There’s also an open source specification under development called LightNVM that allows a host to manage data placement, garbage collection and parallelism on “open-channel SSDs.” These are devices that share responsibilities with the host in order to implement and maintain features that typical SSDs keep strictly in firmware. According to LightNVM, a number of open-channel SSDs are under development, as is a storage platform that supports LightNVM from a company currently in stealth mode called CNEX Labs.
It’s impossible to predict when practical, usable standards will emerge, but in the meantime established vendors aren’t sitting around doing nothing. For example OCZ’s Saber 1000 SSD storage system, announced in October 2015, controls, manages and coordinates garbage collection, wear levelling, log dumps and other background tasks on connected SSDs. And it can choose to send data to drives only when they are not occupied in housekeeping activities that negatively impact performance.
The reverse is also true: when the system knows that it is not about to send data to the drives, it can tell them to use the opportunity afforded by this lull in write activity to carry out any housekeeping tasks that need doing.
The system uses special SSDs that include what OCZ calls Host Managed SSD (HMS) technology.

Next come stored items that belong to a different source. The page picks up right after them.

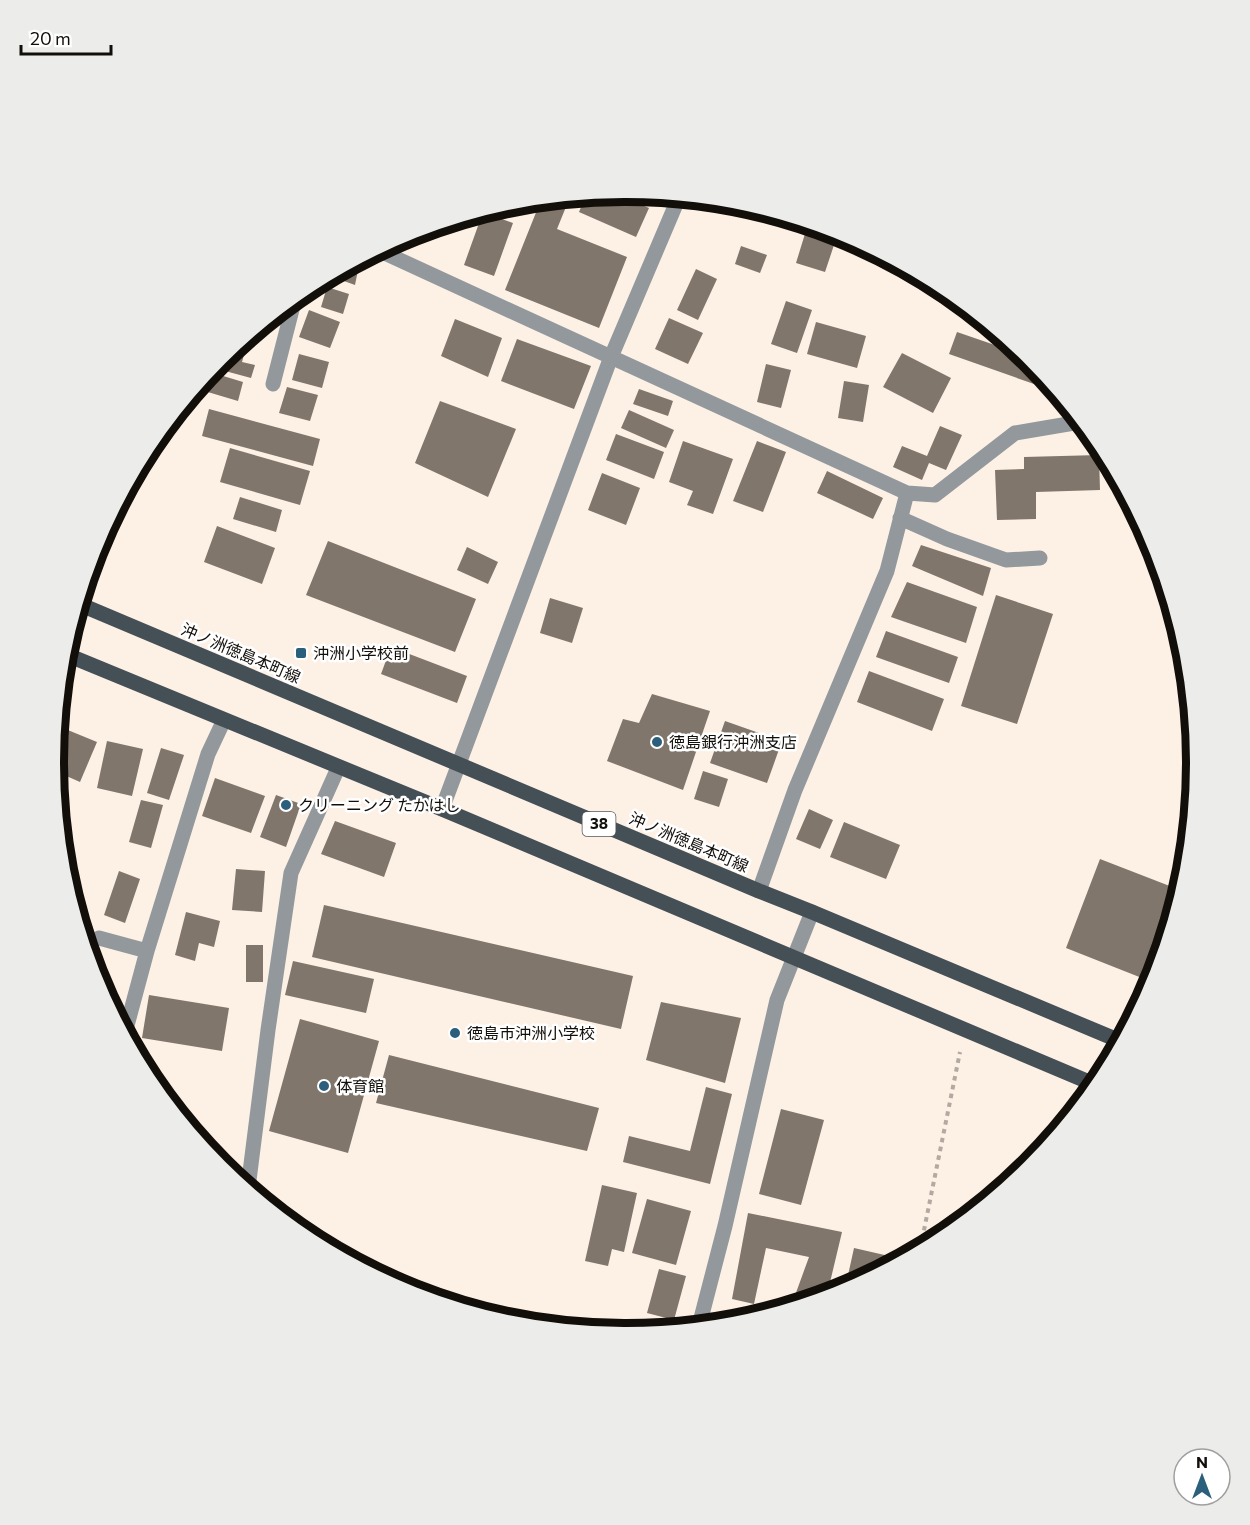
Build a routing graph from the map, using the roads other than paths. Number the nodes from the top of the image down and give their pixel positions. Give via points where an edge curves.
1 (676, 205) edge
2 (389, 255) edge
3 (289, 314) edge
4 (611, 357) junction
5 (273, 384) dead end
6 (1072, 423) edge
7 (907, 492) junction
8 (900, 518) junction
9 (1040, 558) dead end
10 (87, 607) edge
11 (74, 658) edge
12 (224, 720) junction
13 (458, 764) junction
14 (338, 768) junction
15 (442, 809) junction
16 (759, 891) junction
17 (812, 912) junction
18 (99, 938) dead end
19 (147, 951) junction
20 (794, 957) junction
21 (128, 1021) edge
22 (1113, 1038) edge
23 (1086, 1081) edge
24 (249, 1178) edge
25 (701, 1317) edge

1 - 4 street
2 - 4 street
3 - 5 street
4 - 7 street
4 - 13 street
6 - 7 street via 1015,433 935,495
7 - 8 street
8 - 9 street via 1006,560
8 - 16 street via 887,571 795,790
10 - 13 main road, 沖ノ洲徳島本町線 / 38
11 - 12 main road
12 - 14 main road
12 - 19 street via 208,754
13 - 15 street
13 - 16 main road, 沖ノ洲徳島本町線 / 38
14 - 15 main road
14 - 24 street via 291,873
15 - 20 main road
16 - 17 main road, 沖ノ洲徳島本町線 / 38
17 - 20 street
17 - 22 main road, 沖ノ洲徳島本町線 / 38
18 - 19 street
19 - 21 street
20 - 23 main road
20 - 25 street via 777,1000

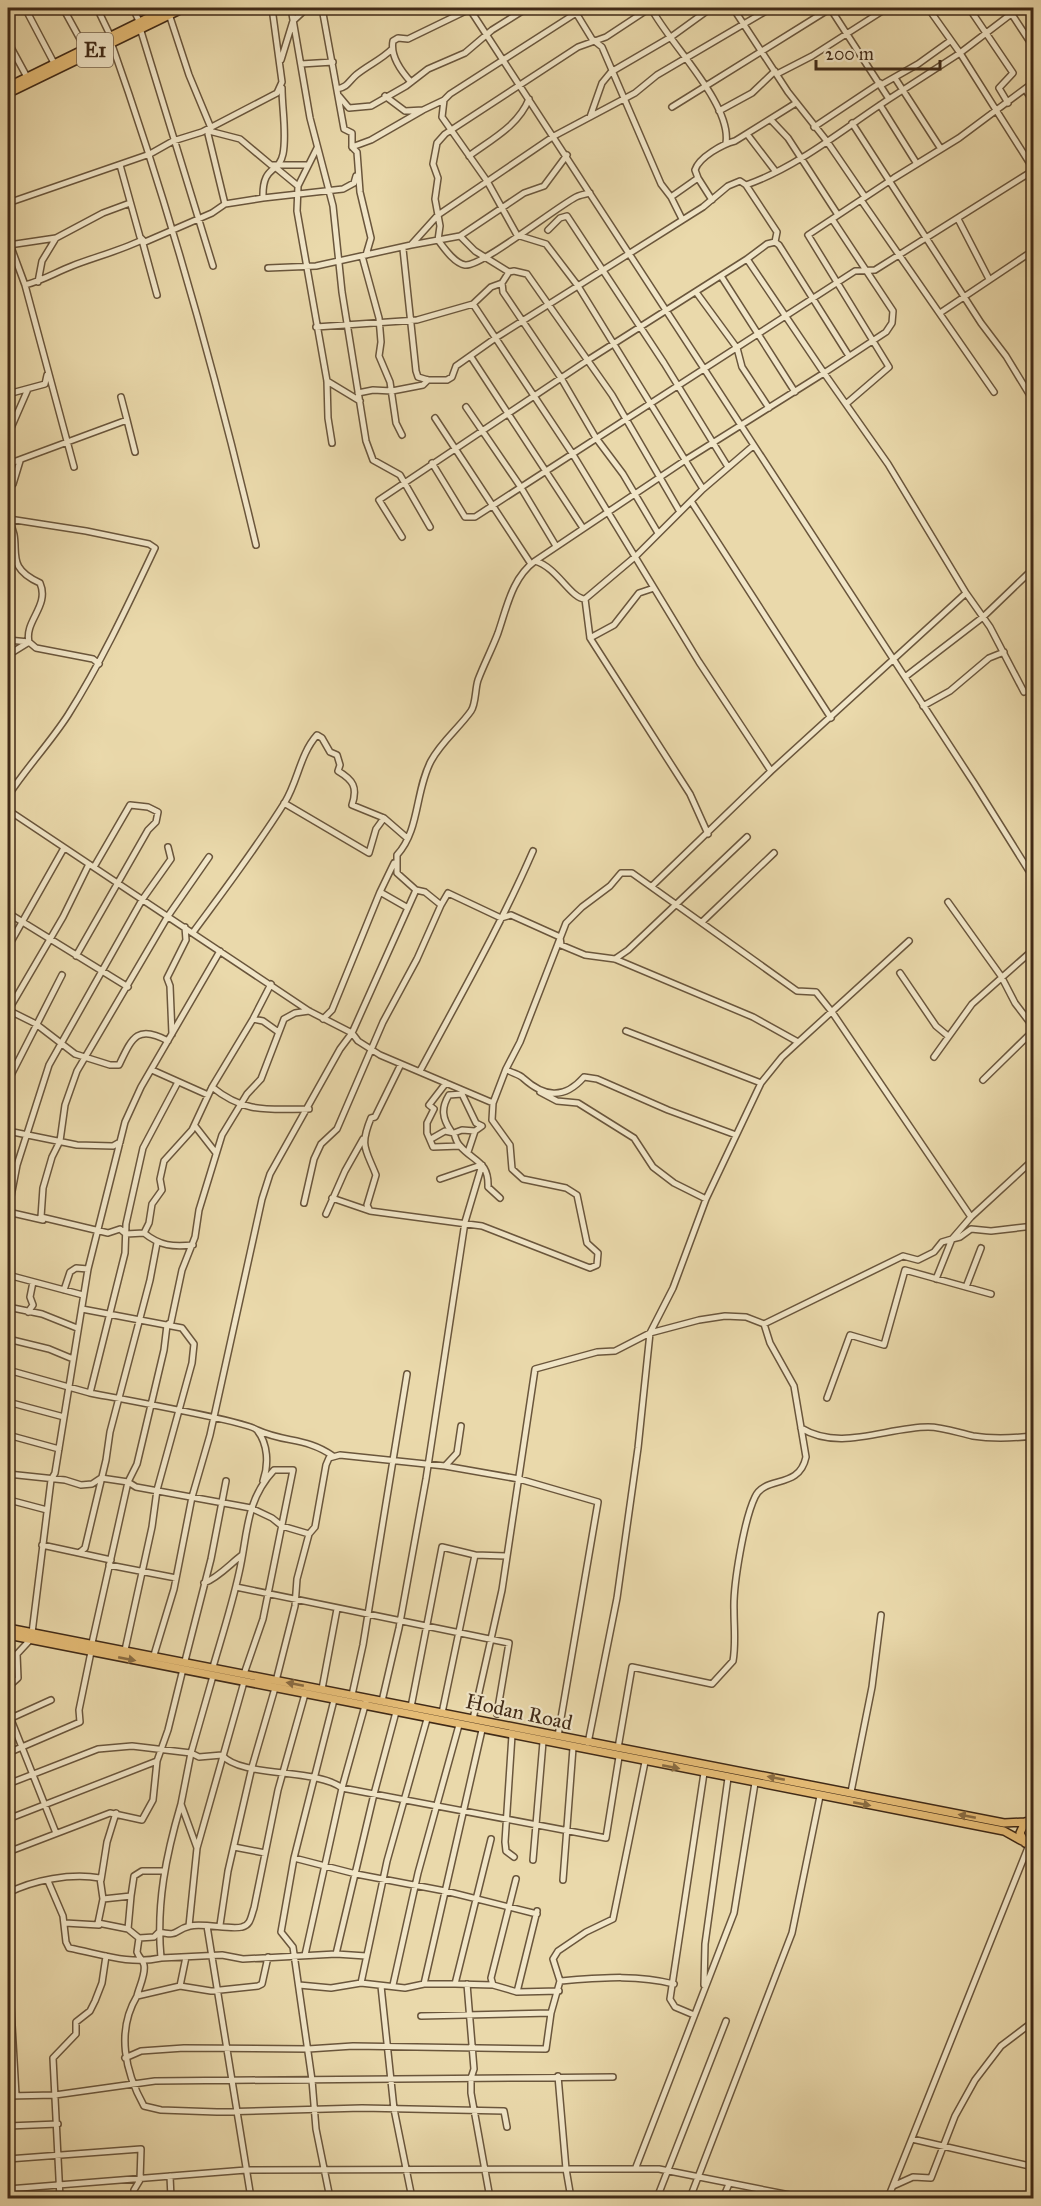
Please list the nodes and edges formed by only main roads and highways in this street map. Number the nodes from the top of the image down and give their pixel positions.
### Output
1 (183, 8) edge
2 (169, 11) edge
3 (111, 39) junction
4 (8, 87) edge
5 (8, 93) edge
6 (8, 1628) edge
7 (8, 1635) edge
8 (31, 1636) junction
9 (276, 1685) junction
10 (618, 1752) junction
11 (1034, 1820) edge
12 (1025, 1822) junction
13 (1028, 1844) edge

1 - 2 highway, E1
2 - 3 highway, E1
3 - 4 highway, E1
3 - 5 highway, E1
6 - 8 main road, Hodan Road
7 - 8 main road, Hodan Road
8 -> 9 main road, Hodan Road
8 - 9 main road, Hodan Road
10 -> 9 main road, Hodan Road
9 - 10 main road, Hodan Road
12 -> 10 main road, Hodan Road
10 -> 13 main road, Hodan Road
11 - 12 main road, Hodan Road
12 - 13 main road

“We are essentially removing all the performance hits (associated with carrying out background tasks while receiving data) from the entire pool’s operation, thereby increasing performance and performance consistency and the latency of the entire aggregated pool,” explains Grant Van Patten, OCZ’s product manager.
There’s no question that this type of approach is different from Baidu’s software-defined flash setup in that Baidu’s system does away with the need for garbage collection and wear levelling by altering its software to make it SSD-aware. With OCZ’s approach, these housekeeping activities still have to happen, but the storage system manages when SSDs carry them out in a performance-efficient fashion, rather than allowing each SSD to think for itself without regard for the performance implications of doing so.
The OCZ approach has the benefit that no modifications are required to the operating system or applications running on it.
The Baidu approach may well suit companies (like Baidu) which run a small number of applications at vast scale, and which have the internal resources to modify their applications and operating systems to make use of suitably programmed SSDs.
But for enterprise and even SMB usage, it’s more likely that something like OCZ’s approach will prevail. Storage software will control and optimize the behavior of SSDs that comply with some software-defined flash standard to increase their performance, while applications and operating systems will continue to believe that the storage they are addressing is made up of conventional spinning disks.